Determining CPF Contribution

CPF is calculated as a percentage of employees’ wages that attract CPF. The contribution percentages by the employer and the employee are determined by a combination of factors:

  • Amount of monthly wages – which should be classified as discussed below
  • Legal status – divided into three groups:
    • Citizens and SPRs from the third year of obtaining SPR status onwards
    • Second year SPRs
    • First year SPRs
  • Age – divided into a number of different age brackets

Since these three factors are very important in determining the CPF contribution, please ensure that employees’ information is entered correctly. For more information about entering / editing employee information, please go to:

Classification of Wages

Once you have determined which wage payments attract CPF contributions, you have to classify wages as ordinary wages and additional wages.

Ordinary Wages (OW)

OW are wages due or granted wholly and exclusively in respect of an employee’s employment in that month, and wages payable before the due date for payment of CPF contributions for that month. An example of OW is the monthly salary.

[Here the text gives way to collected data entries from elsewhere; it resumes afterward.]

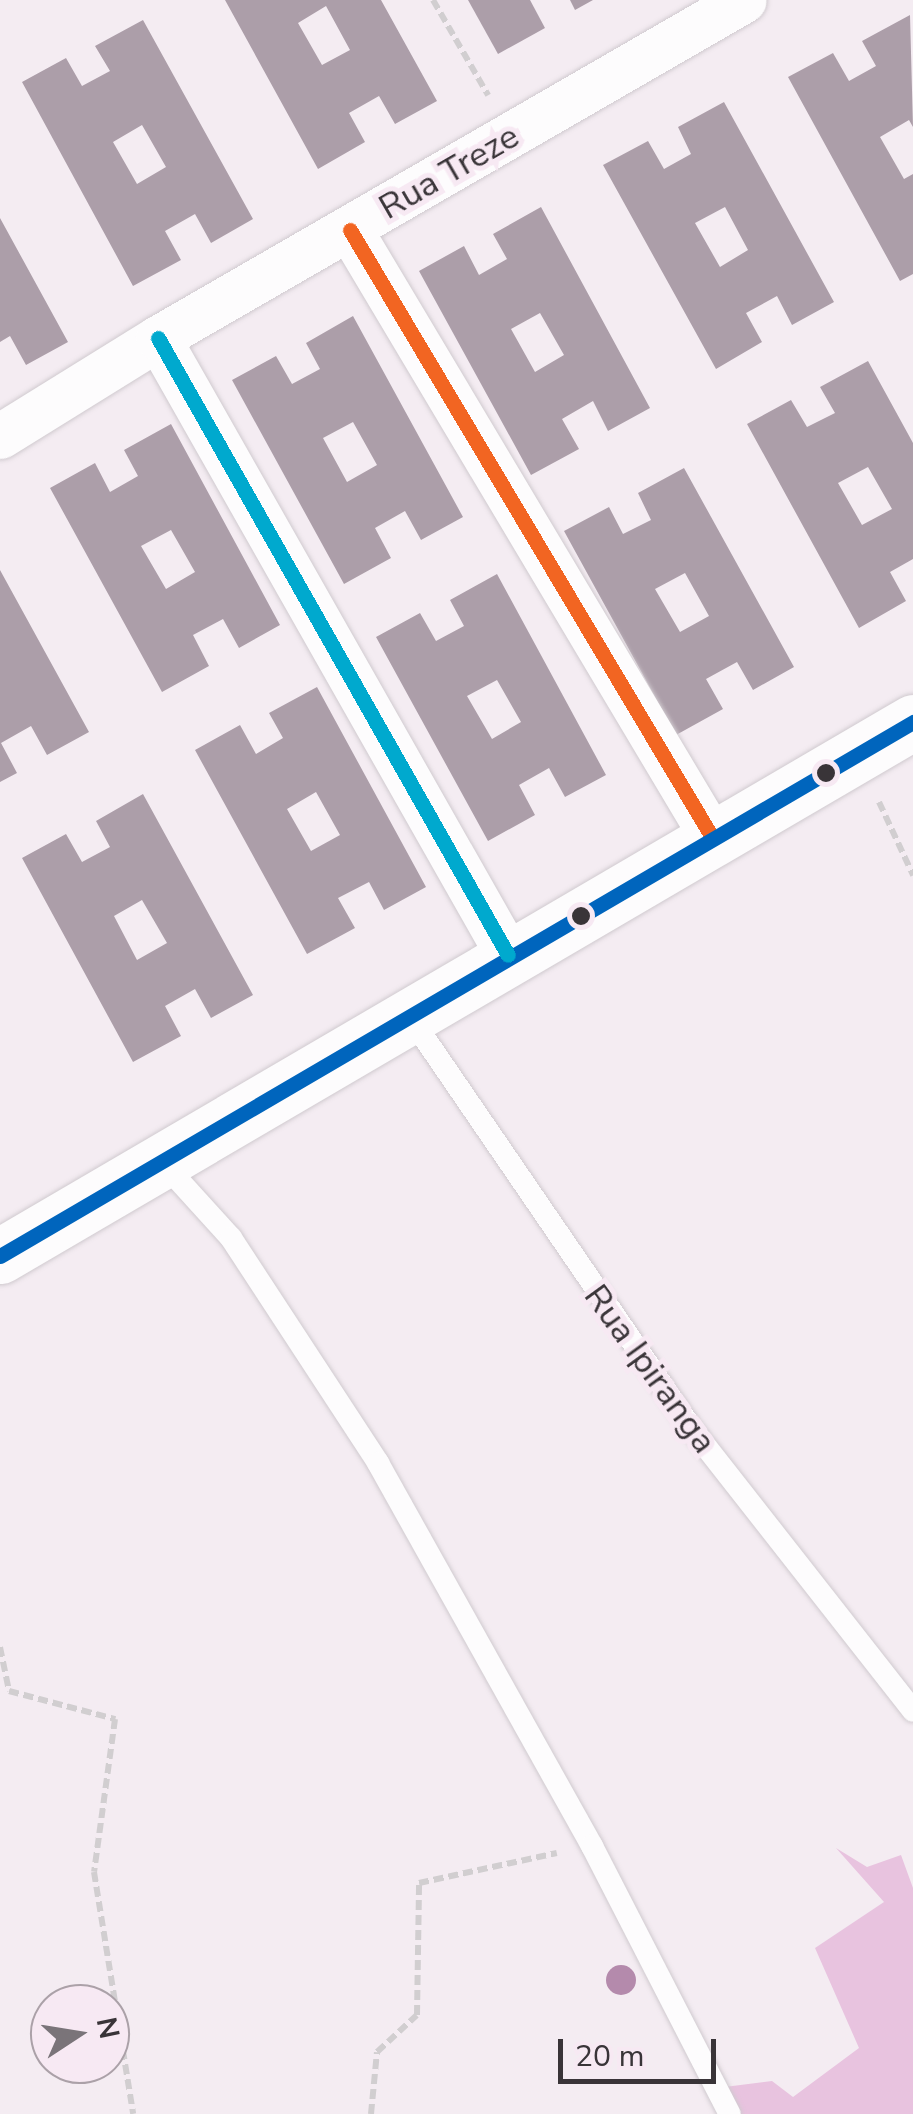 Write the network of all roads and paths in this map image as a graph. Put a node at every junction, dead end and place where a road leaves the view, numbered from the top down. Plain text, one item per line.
1 (433, 0) edge
2 (744, 0) edge
3 (511, 136) junction
4 (350, 230) junction
5 (158, 338) junction
6 (0, 436) edge
7 (913, 722) edge
8 (712, 837) junction
9 (508, 955) junction
10 (407, 1013) junction
11 (163, 1163) junction
12 (0, 1256) edge
13 (0, 1647) edge
14 (913, 1711) edge
15 (592, 1846) junction
16 (134, 2114) edge
17 (371, 2114) edge
18 (730, 2114) edge

1 - 3 path
2 - 3 street, Rua Treze
3 - 4 street, Rua Treze
4 - 5 street, Rua Treze
4 - 8 street
5 - 6 street, Rua Treze
5 - 9 street
7 - 8 street
8 - 9 street
9 - 10 street
10 - 11 street
10 - 14 lane, Rua Ipiranga
11 - 12 street
11 - 15 lane
13 - 16 path
15 - 17 path
15 - 18 lane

The OW Ceiling limits the amount of OW that would attract CPF contributions. The OW Ceiling is capped at $6,000 currently. For example, if an employee’s OW for a calendar month is $6,500, his CPF contribution would be computed based on an OW of $6,000; CPF contribution is not required on the remaining $500.

Additional Wages (AW)

AW are wages which are not granted wholly and exclusively for the month, or wages made at intervals of more than a month. Examples of AW are annual bonus and leave pay.

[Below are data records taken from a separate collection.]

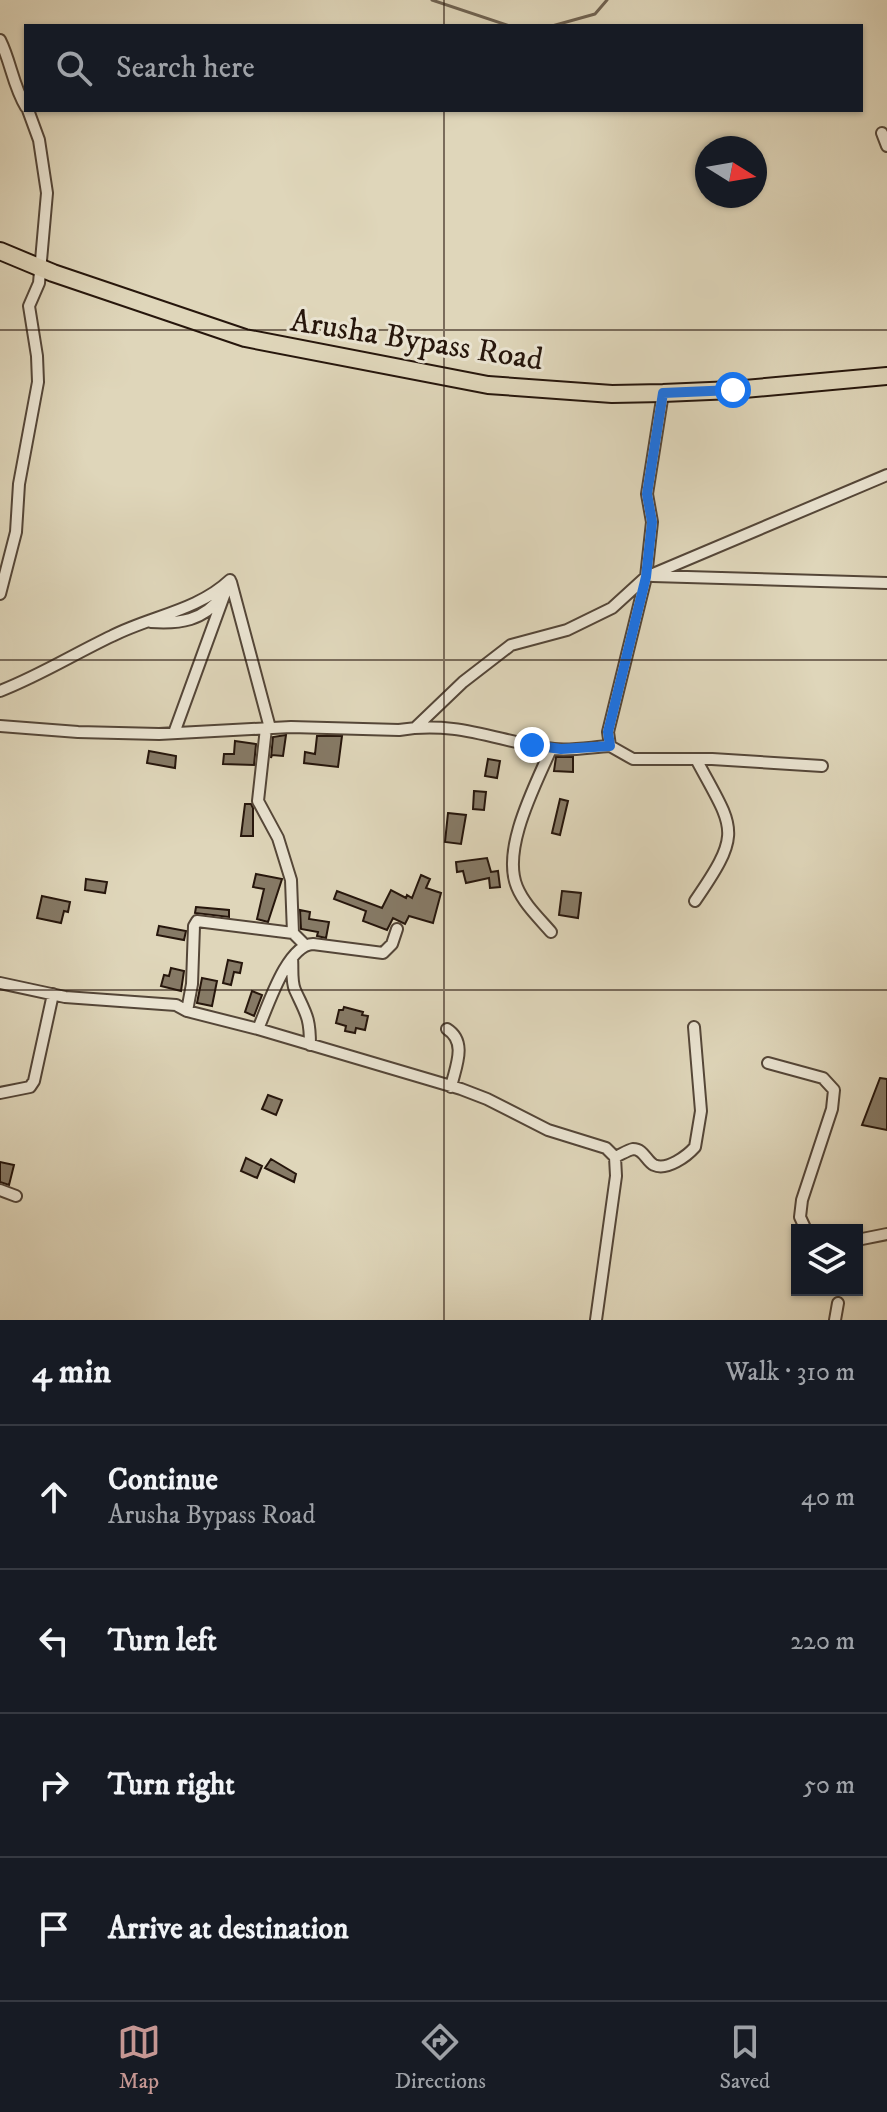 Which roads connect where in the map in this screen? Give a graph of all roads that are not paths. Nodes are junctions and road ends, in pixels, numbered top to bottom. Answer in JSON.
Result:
{"nodes":[{"id":1,"x":0,"y":40,"type":"edge"},
{"id":2,"x":24,"y":103,"type":"edge"},
{"id":3,"x":28,"y":112,"type":"edge"},
{"id":4,"x":882,"y":133,"type":"dead end"},
{"id":5,"x":887,"y":146,"type":"edge"},
{"id":6,"x":0,"y":251,"type":"edge"},
{"id":7,"x":41,"y":268,"type":"junction"},
{"id":8,"x":887,"y":376,"type":"edge"},
{"id":9,"x":663,"y":393,"type":"junction"},
{"id":10,"x":887,"y":475,"type":"edge"},
{"id":11,"x":646,"y":577,"type":"junction"},
{"id":12,"x":230,"y":580,"type":"junction"},
{"id":13,"x":887,"y":583,"type":"edge"},
{"id":14,"x":0,"y":594,"type":"edge"},
{"id":15,"x":0,"y":691,"type":"edge"},
{"id":16,"x":0,"y":726,"type":"edge"},
{"id":17,"x":416,"y":727,"type":"junction"},
{"id":18,"x":268,"y":728,"type":"junction"},
{"id":19,"x":174,"y":733,"type":"junction"},
{"id":20,"x":610,"y":746,"type":"junction"},
{"id":21,"x":551,"y":749,"type":"junction"},
{"id":22,"x":696,"y":759,"type":"junction"},
{"id":23,"x":822,"y":766,"type":"dead end"},
{"id":24,"x":695,"y":901,"type":"dead end"},
{"id":25,"x":397,"y":929,"type":"dead end"},
{"id":26,"x":551,"y":932,"type":"dead end"},
{"id":27,"x":293,"y":933,"type":"junction"},
{"id":28,"x":304,"y":944,"type":"junction"},
{"id":29,"x":292,"y":956,"type":"junction"},
{"id":30,"x":0,"y":983,"type":"edge"},
{"id":31,"x":53,"y":994,"type":"junction"},
{"id":32,"x":187,"y":1011,"type":"junction"},
{"id":33,"x":694,"y":1027,"type":"dead end"},
{"id":34,"x":258,"y":1029,"type":"junction"},
{"id":35,"x":447,"y":1029,"type":"dead end"},
{"id":36,"x":310,"y":1045,"type":"junction"},
{"id":37,"x":768,"y":1063,"type":"dead end"},
{"id":38,"x":451,"y":1087,"type":"junction"},
{"id":39,"x":0,"y":1093,"type":"edge"},
{"id":40,"x":615,"y":1157,"type":"junction"},
{"id":41,"x":0,"y":1190,"type":"edge"},
{"id":42,"x":16,"y":1196,"type":"dead end"},
{"id":43,"x":803,"y":1224,"type":"edge"},
{"id":44,"x":887,"y":1234,"type":"edge"},
{"id":45,"x":863,"y":1239,"type":"edge"},
{"id":46,"x":838,"y":1303,"type":"dead end"},
{"id":47,"x":596,"y":1320,"type":"edge"},
{"id":48,"x":835,"y":1320,"type":"edge"}],
"edges":[{"from":1,"to":2,"type":"street"},
{"from":3,"to":7,"type":"street"},
{"from":4,"to":5,"type":"street"},
{"from":6,"to":7,"type":"main road","name":"Arusha Bypass Road"},
{"from":7,"to":9,"type":"main road","name":"Arusha Bypass Road"},
{"from":7,"to":14,"type":"street"},
{"from":8,"to":9,"type":"main road","name":"Arusha Bypass Road"},
{"from":9,"to":11,"type":"street"},
{"from":10,"to":11,"type":"street"},
{"from":11,"to":13,"type":"street"},
{"from":11,"to":17,"type":"street"},
{"from":11,"to":20,"type":"street"},
{"from":12,"to":15,"type":"street"},
{"from":12,"to":18,"type":"street"},
{"from":12,"to":19,"type":"street"},
{"from":16,"to":19,"type":"street"},
{"from":17,"to":18,"type":"street"},
{"from":17,"to":21,"type":"street"},
{"from":18,"to":19,"type":"street"},
{"from":18,"to":27,"type":"street"},
{"from":20,"to":21,"type":"street"},
{"from":20,"to":22,"type":"street"},
{"from":21,"to":26,"type":"street"},
{"from":22,"to":23,"type":"street"},
{"from":22,"to":24,"type":"street"},
{"from":25,"to":28,"type":"street"},
{"from":27,"to":28,"type":"street"},
{"from":27,"to":32,"type":"street"},
{"from":28,"to":29,"type":"street"},
{"from":29,"to":34,"type":"street"},
{"from":29,"to":36,"type":"street"},
{"from":30,"to":31,"type":"street"},
{"from":31,"to":32,"type":"street"},
{"from":31,"to":39,"type":"street"},
{"from":32,"to":34,"type":"street"},
{"from":33,"to":40,"type":"street"},
{"from":34,"to":36,"type":"street"},
{"from":35,"to":38,"type":"street"},
{"from":36,"to":38,"type":"street"},
{"from":37,"to":43,"type":"street"},
{"from":38,"to":40,"type":"street"},
{"from":40,"to":47,"type":"street"},
{"from":41,"to":42,"type":"street"},
{"from":44,"to":45,"type":"street"},
{"from":46,"to":48,"type":"street"}]}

The AW Ceiling sets the maximum amount of AW that CPF contributions are payable on. An employee’s AW Ceiling is computed on a per employer per year basis. More information about the AW Ceiling is available here.

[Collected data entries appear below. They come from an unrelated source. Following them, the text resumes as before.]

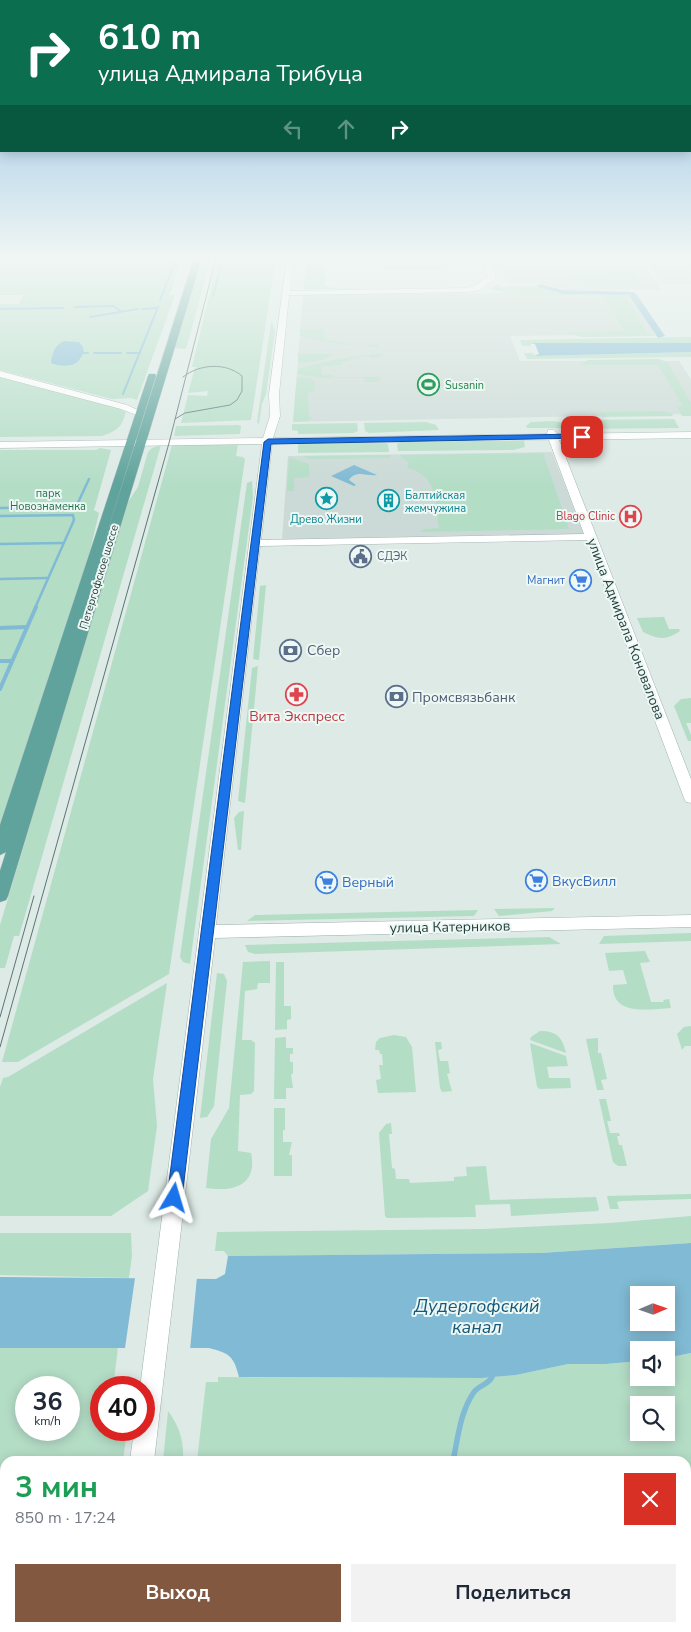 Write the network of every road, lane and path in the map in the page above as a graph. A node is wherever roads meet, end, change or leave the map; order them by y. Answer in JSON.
{"nodes":[{"id":1,"x":165,"y":334,"type":"edge"},
{"id":2,"x":175,"y":334,"type":"edge"},
{"id":3,"x":281,"y":334,"type":"edge"},
{"id":4,"x":0,"y":374,"type":"edge"},
{"id":5,"x":139,"y":413,"type":"junction"},
{"id":6,"x":691,"y":430,"type":"edge"},
{"id":7,"x":552,"y":435,"type":"junction"},
{"id":8,"x":691,"y":435,"type":"edge"},
{"id":9,"x":268,"y":439,"type":"junction"},
{"id":10,"x":0,"y":440,"type":"edge"},
{"id":11,"x":142,"y":440,"type":"junction"},
{"id":12,"x":130,"y":441,"type":"junction"},
{"id":13,"x":0,"y":445,"type":"edge"},
{"id":14,"x":591,"y":537,"type":"junction"},
{"id":15,"x":255,"y":543,"type":"junction"},
{"id":16,"x":691,"y":798,"type":"edge"},
{"id":17,"x":0,"y":849,"type":"edge"},
{"id":18,"x":0,"y":896,"type":"edge"},
{"id":19,"x":691,"y":921,"type":"edge"},
{"id":20,"x":208,"y":932,"type":"junction"},
{"id":21,"x":143,"y":1456,"type":"edge"}],
"edges":[{"from":1,"to":5,"type":"main road","name":"Петергофское шоссе"},
{"from":2,"to":11,"type":"main road","name":"Петергофское шоссе"},
{"from":3,"to":9,"type":"street"},
{"from":4,"to":5,"type":"street"},
{"from":5,"to":12,"type":"main road","name":"Петергофское шоссе"},
{"from":6,"to":7,"type":"street"},
{"from":7,"to":8,"type":"street"},
{"from":7,"to":9,"type":"street"},
{"from":7,"to":14,"type":"street","name":"улица Адмирала Коновалова"},
{"from":9,"to":11,"type":"street"},
{"from":9,"to":15,"type":"street"},
{"from":10,"to":12,"type":"street"},
{"from":11,"to":12,"type":"street"},
{"from":11,"to":18,"type":"main road","name":"Петергофское шоссе"},
{"from":12,"to":13,"type":"street"},
{"from":12,"to":17,"type":"main road","name":"Петергофское шоссе"},
{"from":14,"to":15,"type":"street"},
{"from":14,"to":16,"type":"street","name":"улица Адмирала Коновалова"},
{"from":15,"to":20,"type":"street"},
{"from":19,"to":20,"type":"street","name":"улица Катерников"},
{"from":20,"to":21,"type":"street"}]}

The AW ceiling is calculated as:

$102 000 – Total ordinary wages subject to CPF.

The total ordinary wages for the year is only known at the end of the year. In order to apply the ceiling throughout the year, an estimate of the total ordinary wages to use in the calculation of the ceiling is needed.

To select the method used to calculate the total ordinary wages in the AW ceiling:

  • Go to Settings > Payroll Calculations > CPF
  • In the field Year One (for employees who are in their first year of employment with the company), you can select:
  1. “Project using current OW” (default) – this calculates the total OW based on the year-to-date OW on prior payslips (subject to CPF) plus a projected OW for the remainder of the year based on the current month’s OW
  2. “Project using basic salary” – this calculates the total OW based on the year-to-date OW on prior payslips (subject to CPF) plus a projected OW for the remainder of the year based on the current month’s basic salary
  3. “Do not project” – this calculates the total OW based on year-to-date basic salary (subject to CPF) on prior payslips  only (i.e. no projection for the remainder of the year).
  • In the field Subsequent Years (for employees who have been employed with the company for more than a year), you can select:
  1. “Use previous year’s OW” (default) – this projects the total OW subject to CPF for this year based on the total OW for the previous year*.
  2. “Project using current OW” (default) – this calculates the total OW based on the year-to-date OW on prior payslips (subject to CPF) plus a projected OW for the remainder of the year based on the current month’s OW
  3. “Project using basic salary” – this calculates the total OW based on the year-to-date OW on prior payslips (subject to CPF) plus a projected OW for the remainder of the year based on the current month’s basic salary
  • Click Save

Cautionary note: At the end of the year or upon termination when all actual figures for the year are known, the total CPF liability for the year can be accurately calculated. An employee’s contributions for a given period can therefore be affected by a recalculation of the AW ceiling. For that reason, it is of utmost importance to select the method that will most accurately determine CPF. This will prevent unusually large CPF payments due at the end of the year or upon termination caused by under payments made in prior months. The CPF Board also has an online calculator for this, as well as examples.

*If this method is used and you are new to SimplePay, take-on balances will need to include the previous year’s OW. More information about take-on balances is available on the following help page:

Payroll Setup > Employee Setup > Take-on Balances

 

Where an employee’s SPR date is during the month, the ordinary wages should be pro-rated based on their SPR date and CPF should only be calculated on this pro-rated portion.

As a general rule, income, allowances and benefits are subject to CPF and reimbursements are not. A comprehensive list of what is and isn’t subject to CPF is available here.

The CPF Board has an online calculator for checking CPF contributions.